The problem reads:
Compute $\int_S \, \vec{F}(x, y, z) \cdot \vec{n} \ dS$, where $\vec{F}(x, y, z) = \left\langle x\ln(xz), 5z, \frac{1}{y^2+1} \right\rangle$, $S$ is the region of the plane $12x-9y+3z=10$ over the rectangular region in the $xy$-plane $D=\{(x, y) \; | \; 2 \le x \le 3 \; \text{and} \; 5 \le y \le 10\}$, and $\vec{n}$ points upwards.
The surface $S$ is defined by $z=f(x,y)=\frac{10}{3}-4x+3y$.
The differential is $dS=\sqrt{\left(\frac{\partial{f}}{\partial{x}}\right)^2+\left(\frac{\partial{f}}{\partial{y}}\right)^2+1} \, dA = \sqrt{26} \, dA$.
The normal vector is $\vec{n} = \frac{1}{\sqrt{26}} \left\langle 4, -3, 1 \right\rangle$.
Since $z = \frac{10}{3}-4x+3y$,
$$\vec{F}\left[x, y, \left( \frac{10}{3} - 4x + 3y \right) \right] = \left\langle x\ln\left( \frac{10}{3}x - 4x^2 + 3xy \right), \left( \frac{50}{3} - 20x + 15y \right), \frac{1}{y^2+1} \right\rangle$$
$$\begin{align} \int_S \, \vec{F}(x, y, z) \cdot \vec{n} \ dS & = \int_2^3 \int_5^{10} \left( 4x \ln\left[\frac{10}{3}x - 4x^2 + 3xy\right] - 50 + 60x - 45y + \frac{1}{y^2+1} \right) dy \, dx \end{align}$$
It seems that this double integral becomes tedious to solve.
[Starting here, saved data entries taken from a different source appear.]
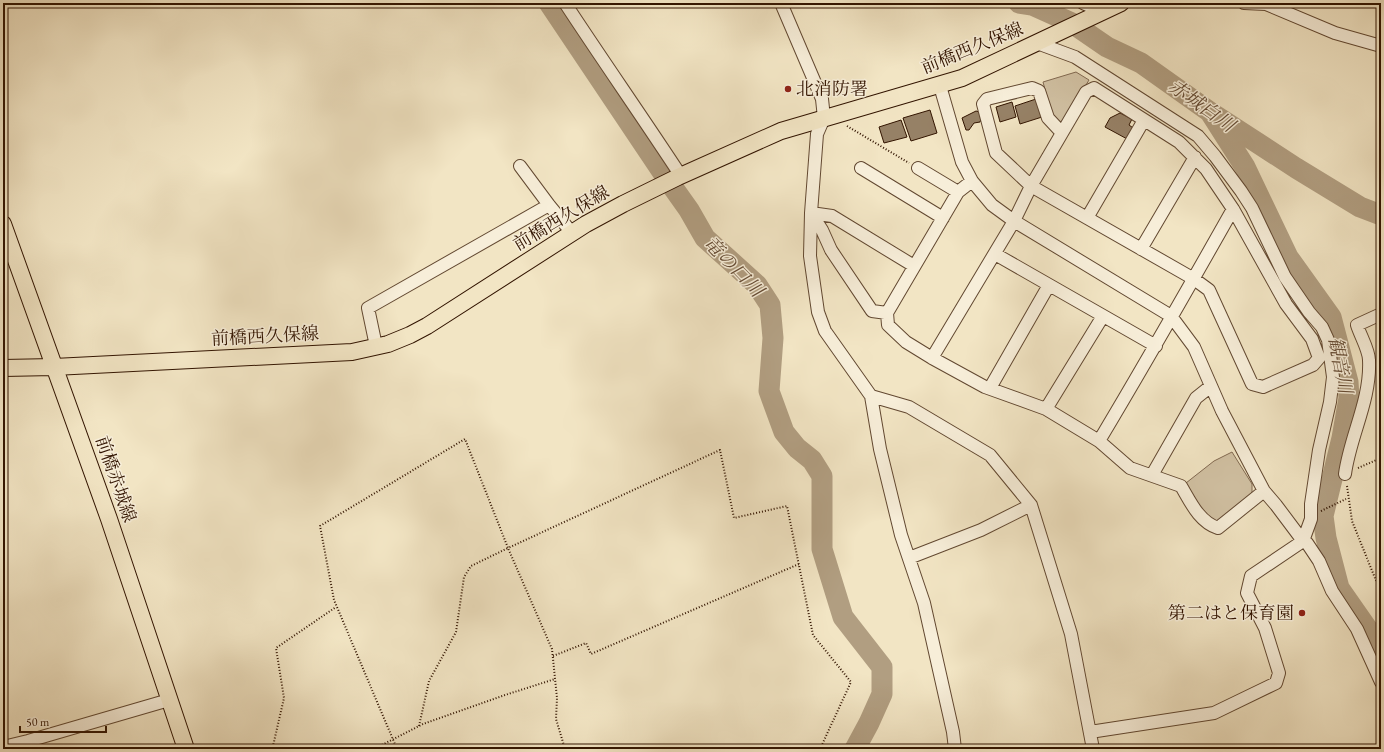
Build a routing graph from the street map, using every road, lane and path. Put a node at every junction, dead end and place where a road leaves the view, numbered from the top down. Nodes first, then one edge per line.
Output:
1 (565, 3) edge
2 (781, 3) edge
3 (1083, 3) edge
4 (1122, 3) edge
5 (1244, 3) edge
6 (1102, 13) junction
7 (1039, 43) junction
8 (1381, 46) edge
9 (940, 86) junction
10 (824, 118) junction
11 (1144, 120) junction
12 (1062, 133) junction
13 (1195, 157) junction
14 (520, 166) dead end
15 (861, 168) dead end
16 (918, 168) joint
17 (679, 177) junction
18 (972, 180) junction
19 (1031, 186) junction
20 (958, 192) junction
21 (549, 205) junction
22 (1233, 210) junction
23 (811, 213) junction
24 (943, 218) junction
25 (1087, 218) junction
26 (1014, 221) junction
27 (3, 224) edge
28 (572, 233) junction
29 (1141, 249) junction
30 (995, 254) junction
31 (914, 266) junction
32 (1194, 279) junction
33 (1049, 285) junction
34 (887, 313) junction
35 (1381, 314) edge
36 (1103, 316) junction
37 (1171, 316) junction
38 (376, 346) junction
39 (1156, 346) junction
40 (932, 358) junction
41 (54, 367) junction
42 (3, 368) edge
43 (1211, 386) junction
44 (990, 388) junction
45 (871, 396) junction
46 (1046, 409) junction
47 (1099, 441) junction
48 (1381, 458) edge
49 (1345, 474) junction
50 (1152, 475) junction
51 (1264, 491) junction
52 (1345, 499) dead end
53 (1031, 506) junction
54 (1318, 512) dead end
55 (1303, 541) junction
56 (508, 548) junction
57 (909, 558) junction
58 (799, 564) junction
59 (1381, 594) edge
60 (336, 607) junction
61 (553, 656) junction
62 (556, 679) junction
63 (1381, 682) edge
64 (169, 700) junction
65 (420, 726) junction
66 (1090, 732) junction
67 (393, 740) junction
68 (28, 745) edge
69 (3, 747) edge
70 (186, 749) edge
71 (276, 749) edge
72 (374, 749) edge
73 (397, 749) edge
74 (565, 749) edge
75 (820, 749) edge
76 (955, 749) edge
77 (1093, 749) edge

1 - 17 street
2 - 10 street
3 - 6 street
4 - 6 main road, 前橋西久保線
5 - 8 street
6 - 7 main road, 前橋西久保線
7 - 9 main road, 前橋西久保線
7 - 55 street
9 - 10 main road, 前橋西久保線
9 - 18 street
10 - 16 path
10 - 17 main road, 前橋西久保線
10 - 23 street
11 - 12 street
11 - 13 street
11 - 25 street
12 - 19 street
12 - 19 street
13 - 22 street
13 - 29 street
14 - 21 street
15 - 24 street
16 - 20 street
17 - 28 main road, 前橋西久保線
18 - 20 street
18 - 26 street
19 - 25 street
19 - 26 street
20 - 24 street
21 - 28 street
21 - 38 street
22 - 32 street
22 - 32 street
23 - 31 street
23 - 34 street
23 - 45 street
24 - 31 street
25 - 29 street
26 - 30 street
26 - 37 street
27 - 41 main road, 前橋赤城線
28 - 38 main road, 前橋西久保線
29 - 32 street
30 - 33 street
30 - 40 street
31 - 34 street
32 - 37 street
33 - 36 street
33 - 44 street
34 - 40 street
35 - 49 street
36 - 39 street
36 - 46 street
37 - 39 street
37 - 43 street
38 - 41 main road, 前橋西久保線
39 - 47 street
40 - 44 street
41 - 42 main road, 前橋西久保線
41 - 64 main road, 前橋赤城線
43 - 50 street
43 - 51 street
44 - 46 street
45 - 53 street
45 - 57 street
46 - 47 street
47 - 50 street
48 - 49 path
49 - 59 path
50 - 51 street
51 - 55 street
52 - 54 path
53 - 57 street
53 - 66 street
55 - 63 street
55 - 66 street
56 - 58 path
56 - 60 path
56 - 61 path
56 - 65 path
57 - 76 street
58 - 61 path
58 - 75 path
60 - 67 path
60 - 71 path
61 - 62 path
62 - 65 path
62 - 74 path
64 - 68 street
64 - 70 main road, 前橋赤城線
65 - 67 path
66 - 77 street
67 - 72 path
67 - 73 path
68 - 69 street

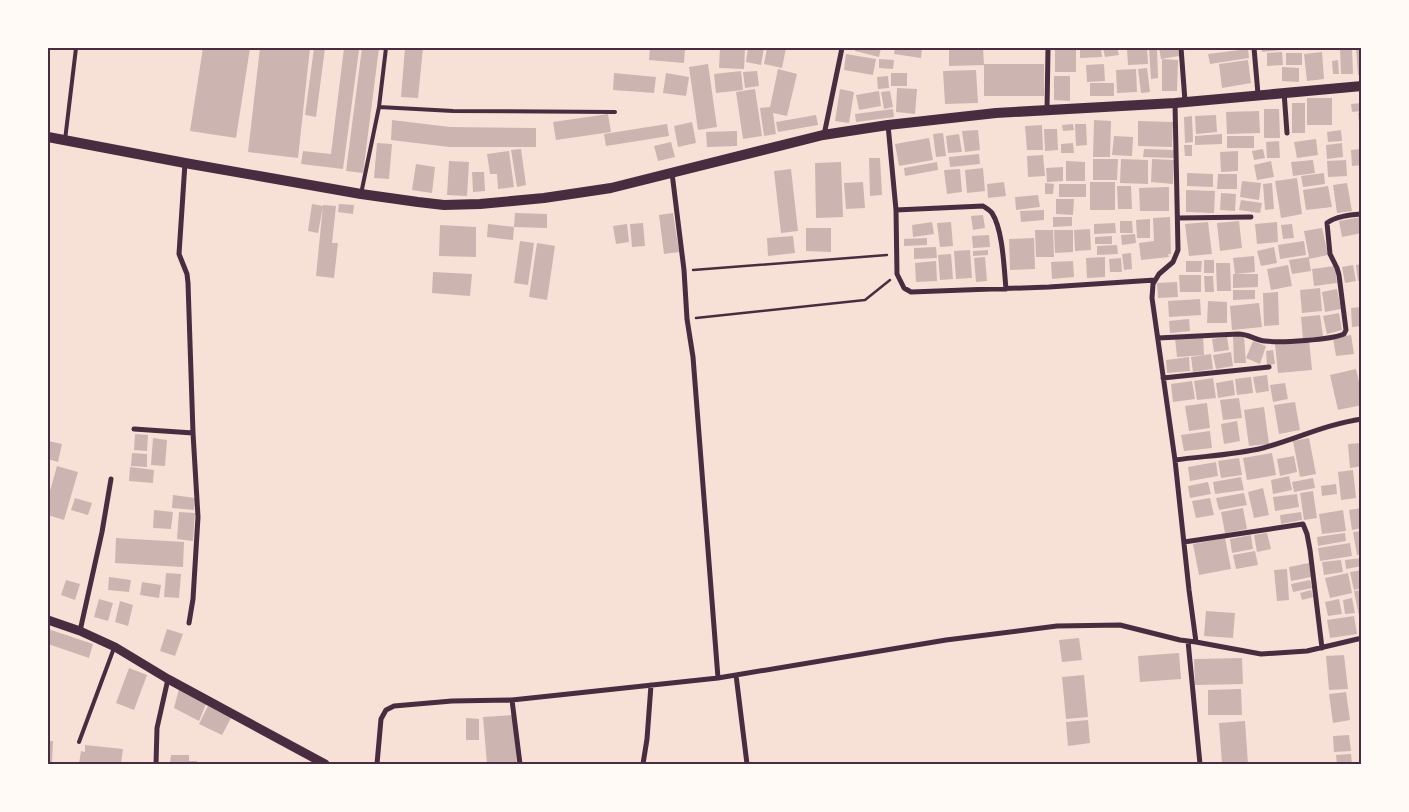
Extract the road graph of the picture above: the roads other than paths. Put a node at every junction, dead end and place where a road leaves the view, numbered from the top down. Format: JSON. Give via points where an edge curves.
{"nodes":[{"id":1,"x":76,"y":48,"type":"edge"},
{"id":2,"x":386,"y":48,"type":"edge"},
{"id":3,"x":842,"y":48,"type":"edge"},
{"id":4,"x":1048,"y":48,"type":"edge"},
{"id":5,"x":1181,"y":48,"type":"edge"},
{"id":6,"x":1254,"y":48,"type":"edge"},
{"id":7,"x":1362,"y":86,"type":"edge"},
{"id":8,"x":1284,"y":92,"type":"junction"},
{"id":9,"x":1258,"y":94,"type":"junction"},
{"id":10,"x":1180,"y":102,"type":"junction"},
{"id":11,"x":379,"y":107,"type":"junction"},
{"id":12,"x":1047,"y":110,"type":"junction"},
{"id":13,"x":615,"y":112,"type":"dead end"},
{"id":14,"x":888,"y":125,"type":"junction"},
{"id":15,"x":1287,"y":133,"type":"dead end"},
{"id":16,"x":824,"y":135,"type":"junction"},
{"id":17,"x":48,"y":137,"type":"edge"},
{"id":18,"x":65,"y":140,"type":"junction"},
{"id":19,"x":185,"y":163,"type":"junction"},
{"id":20,"x":672,"y":172,"type":"junction"},
{"id":21,"x":361,"y":194,"type":"junction"},
{"id":22,"x":896,"y":210,"type":"junction"},
{"id":23,"x":1362,"y":214,"type":"edge"},
{"id":24,"x":1251,"y":217,"type":"dead end"},
{"id":25,"x":1178,"y":218,"type":"junction"},
{"id":26,"x":1156,"y":280,"type":"junction"},
{"id":27,"x":1006,"y":289,"type":"junction"},
{"id":28,"x":1158,"y":338,"type":"junction"},
{"id":29,"x":1268,"y":367,"type":"dead end"},
{"id":30,"x":1163,"y":378,"type":"junction"},
{"id":31,"x":1362,"y":419,"type":"edge"},
{"id":32,"x":134,"y":428,"type":"dead end"},
{"id":33,"x":193,"y":433,"type":"junction"},
{"id":34,"x":1175,"y":460,"type":"junction"},
{"id":35,"x":111,"y":479,"type":"dead end"},
{"id":36,"x":1184,"y":542,"type":"junction"},
{"id":37,"x":48,"y":620,"type":"edge"},
{"id":38,"x":189,"y":623,"type":"dead end"},
{"id":39,"x":80,"y":631,"type":"junction"},
{"id":40,"x":1362,"y":638,"type":"edge"},
{"id":41,"x":1188,"y":641,"type":"junction"},
{"id":42,"x":1196,"y":642,"type":"junction"},
{"id":43,"x":115,"y":647,"type":"junction"},
{"id":44,"x":1322,"y":648,"type":"junction"},
{"id":45,"x":736,"y":675,"type":"junction"},
{"id":46,"x":718,"y":678,"type":"junction"},
{"id":47,"x":168,"y":679,"type":"junction"},
{"id":48,"x":651,"y":685,"type":"junction"},
{"id":49,"x":512,"y":700,"type":"junction"},
{"id":50,"x":79,"y":742,"type":"dead end"},
{"id":51,"x":156,"y":764,"type":"edge"},
{"id":52,"x":325,"y":764,"type":"edge"},
{"id":53,"x":377,"y":764,"type":"edge"},
{"id":54,"x":520,"y":764,"type":"edge"},
{"id":55,"x":643,"y":764,"type":"edge"},
{"id":56,"x":747,"y":764,"type":"edge"},
{"id":57,"x":1200,"y":764,"type":"edge"}],
"edges":[{"from":1,"to":18,"type":"lane"},
{"from":2,"to":11,"type":"lane"},
{"from":3,"to":16,"type":"street"},
{"from":4,"to":12,"type":"street"},
{"from":5,"to":10,"type":"street"},
{"from":6,"to":9,"type":"street"},
{"from":7,"to":8,"type":"main road"},
{"from":8,"to":9,"type":"main road"},
{"from":8,"to":15,"type":"street"},
{"from":9,"to":10,"type":"main road"},
{"from":10,"to":12,"type":"main road"},
{"from":10,"to":25,"type":"street"},
{"from":11,"to":13,"type":"lane"},
{"from":11,"to":21,"type":"lane"},
{"from":12,"to":14,"type":"main road"},
{"from":14,"to":16,"type":"main road"},
{"from":14,"to":22,"type":"street"},
{"from":16,"to":20,"type":"main road"},
{"from":17,"to":18,"type":"main road"},
{"from":18,"to":19,"type":"main road"},
{"from":19,"to":21,"type":"main road"},
{"from":19,"to":33,"type":"street","via":[[178,254],[188,283]]},
{"from":20,"to":21,"type":"main road","via":[[610,188],[499,203],[444,205]]},
{"from":20,"to":46,"type":"street","via":[[693,357]]},
{"from":22,"to":27,"type":"street","via":[[982,206],[991,211],[998,225]]},
{"from":22,"to":27,"type":"street","via":[[897,274],[901,286],[911,292]]},
{"from":23,"to":28,"type":"street","via":[[1327,223],[1330,254],[1339,275],[1344,334],[1323,339],[1277,341],[1264,341],[1247,334]]},
{"from":24,"to":25,"type":"street"},
{"from":25,"to":26,"type":"street","via":[[1178,250],[1173,262]]},
{"from":26,"to":27,"type":"street"},
{"from":26,"to":28,"type":"street","via":[[1152,298]]},
{"from":28,"to":30,"type":"street"},
{"from":29,"to":30,"type":"street"},
{"from":30,"to":34,"type":"street"},
{"from":31,"to":34,"type":"street","via":[[1334,424],[1264,448]]},
{"from":32,"to":33,"type":"street"},
{"from":33,"to":38,"type":"street","via":[[198,517]]},
{"from":34,"to":36,"type":"street"},
{"from":35,"to":39,"type":"street"},
{"from":36,"to":42,"type":"street"},
{"from":36,"to":44,"type":"street","via":[[1303,524],[1310,550]]},
{"from":37,"to":39,"type":"street"},
{"from":39,"to":43,"type":"street"},
{"from":40,"to":44,"type":"street"},
{"from":41,"to":42,"type":"street"},
{"from":41,"to":45,"type":"street","via":[[1120,625],[1057,626],[946,640]]},
{"from":41,"to":57,"type":"street"},
{"from":42,"to":44,"type":"street","via":[[1261,654]]},
{"from":43,"to":47,"type":"street"},
{"from":43,"to":50,"type":"lane"},
{"from":45,"to":46,"type":"street"},
{"from":45,"to":56,"type":"street"},
{"from":46,"to":48,"type":"street"},
{"from":47,"to":51,"type":"street","via":[[156,728]]},
{"from":47,"to":52,"type":"street"},
{"from":48,"to":49,"type":"street"},
{"from":48,"to":55,"type":"street"},
{"from":49,"to":53,"type":"street","via":[[394,706],[386,710],[381,719]]},
{"from":49,"to":54,"type":"street"}]}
Are there any mistakes I made in the steps towards setting up the problem?
It doesn't look like you made any mistakes. Maybe whoever setup the problem got confused and thought that $\vec n=(0,0,1)$? That would have made the integral trivial.